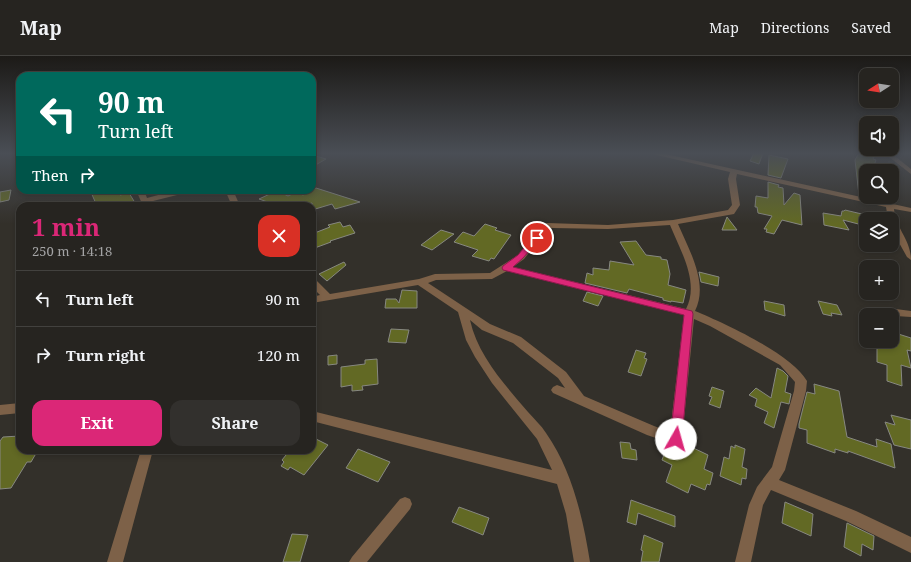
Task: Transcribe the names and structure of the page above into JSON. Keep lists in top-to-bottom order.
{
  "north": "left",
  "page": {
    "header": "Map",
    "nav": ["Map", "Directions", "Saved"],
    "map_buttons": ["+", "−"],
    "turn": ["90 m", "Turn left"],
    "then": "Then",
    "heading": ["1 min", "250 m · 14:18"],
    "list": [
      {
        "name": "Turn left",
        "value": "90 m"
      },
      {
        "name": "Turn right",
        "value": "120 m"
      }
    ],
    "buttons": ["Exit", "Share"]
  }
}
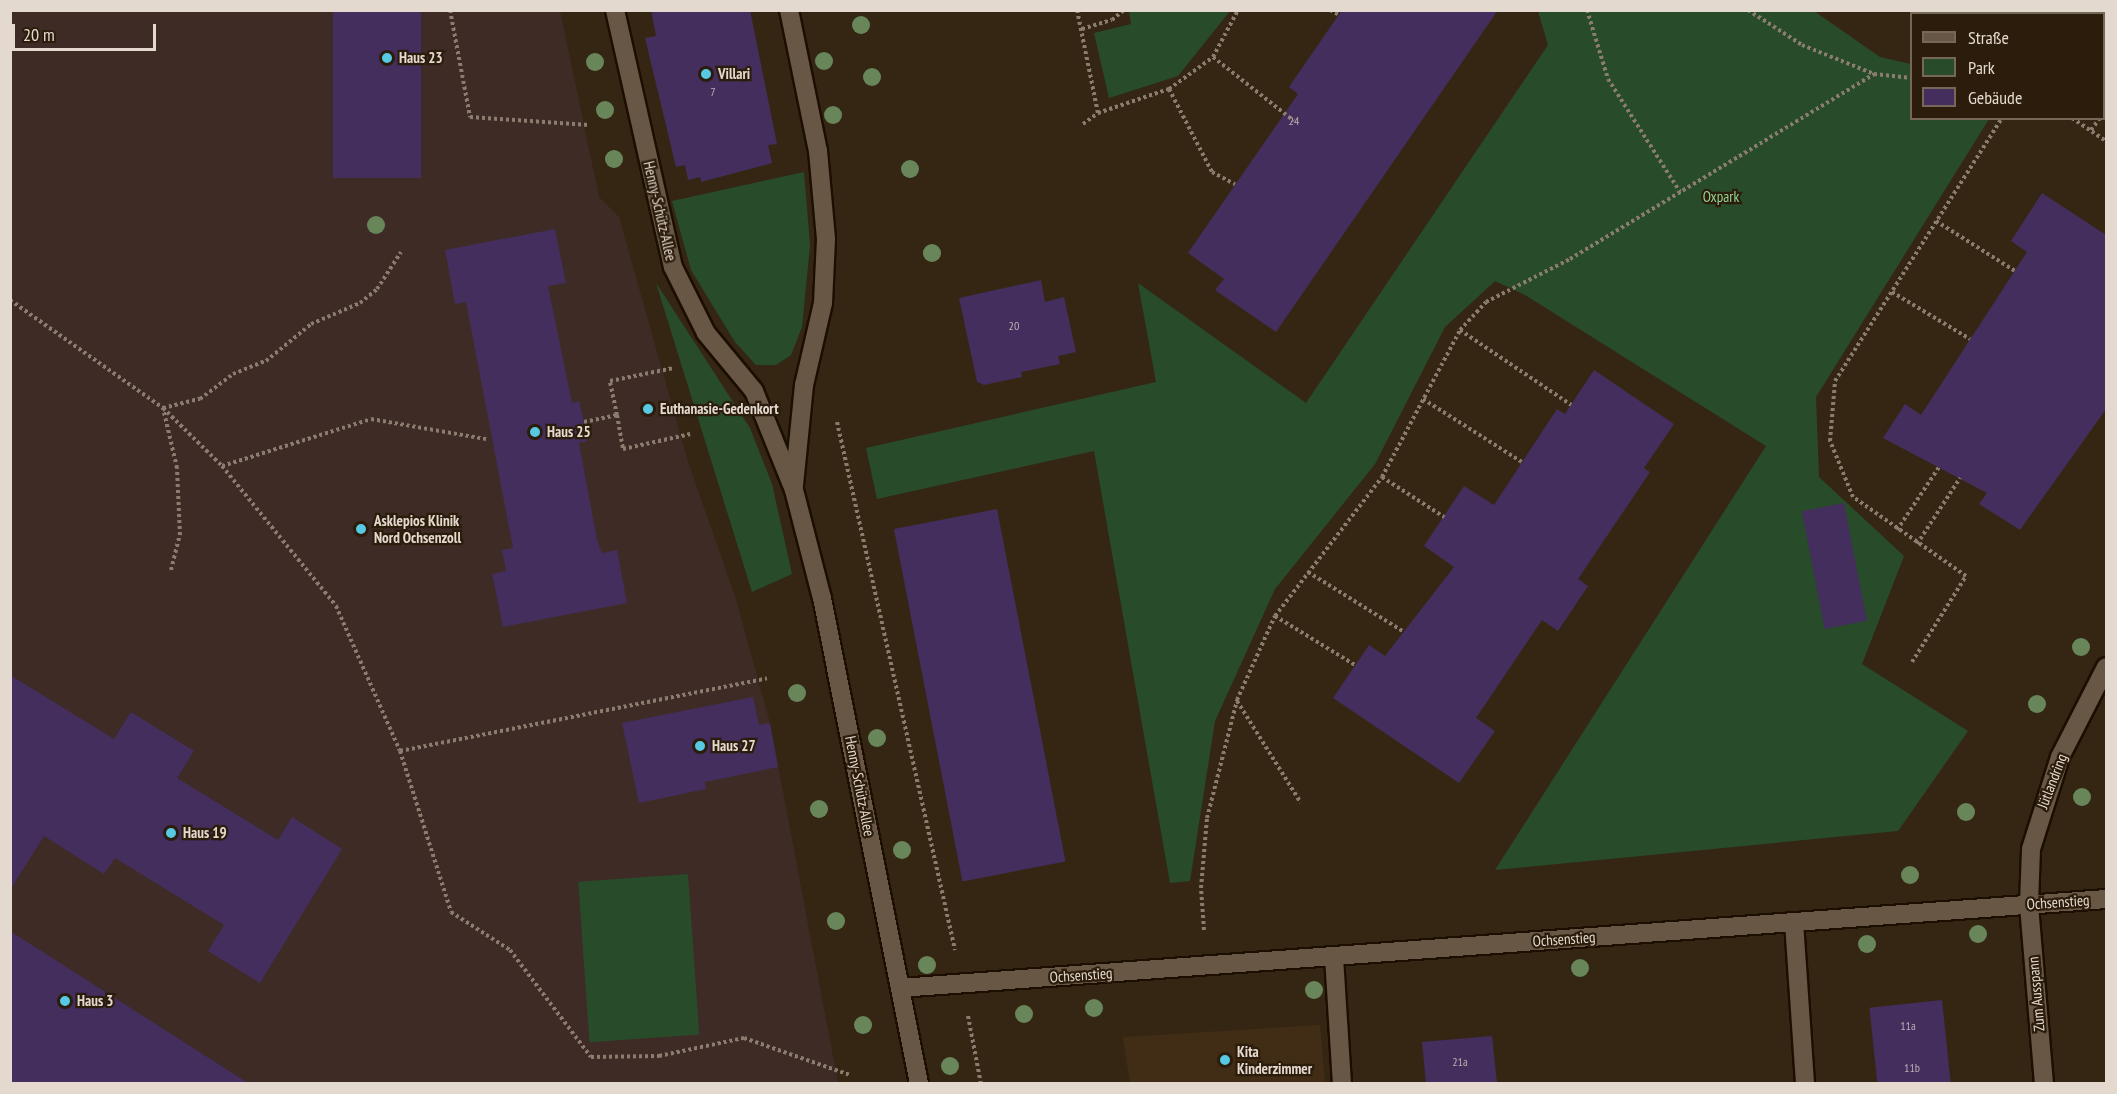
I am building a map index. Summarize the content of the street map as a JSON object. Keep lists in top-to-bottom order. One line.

......

REQUIRED ACTION » Each entry needs to be retyped exactly; the pictures stay out.

RESPONSE »
Task: Transcribe the names and structure of the page above into JSON. Keep lists in top-to-bottom order.
{
  "north": "left",
  "page": {
    "header": "Map",
    "nav": ["Map", "Directions", "Saved"],
    "map_buttons": ["+", "−"],
    "turn": ["90 m", "Turn left"],
    "then": "Then",
    "heading": ["1 min", "250 m · 14:18"],
    "list": [
      {
        "name": "Turn left",
        "value": "90 m"
      },
      {
        "name": "Turn right",
        "value": "120 m"
      }
    ],
    "buttons": ["Exit", "Share"]
  }
}
I am building a map index. Summarize the content of the street map as a JSON object. Keep lists in top-to-bottom order. One line.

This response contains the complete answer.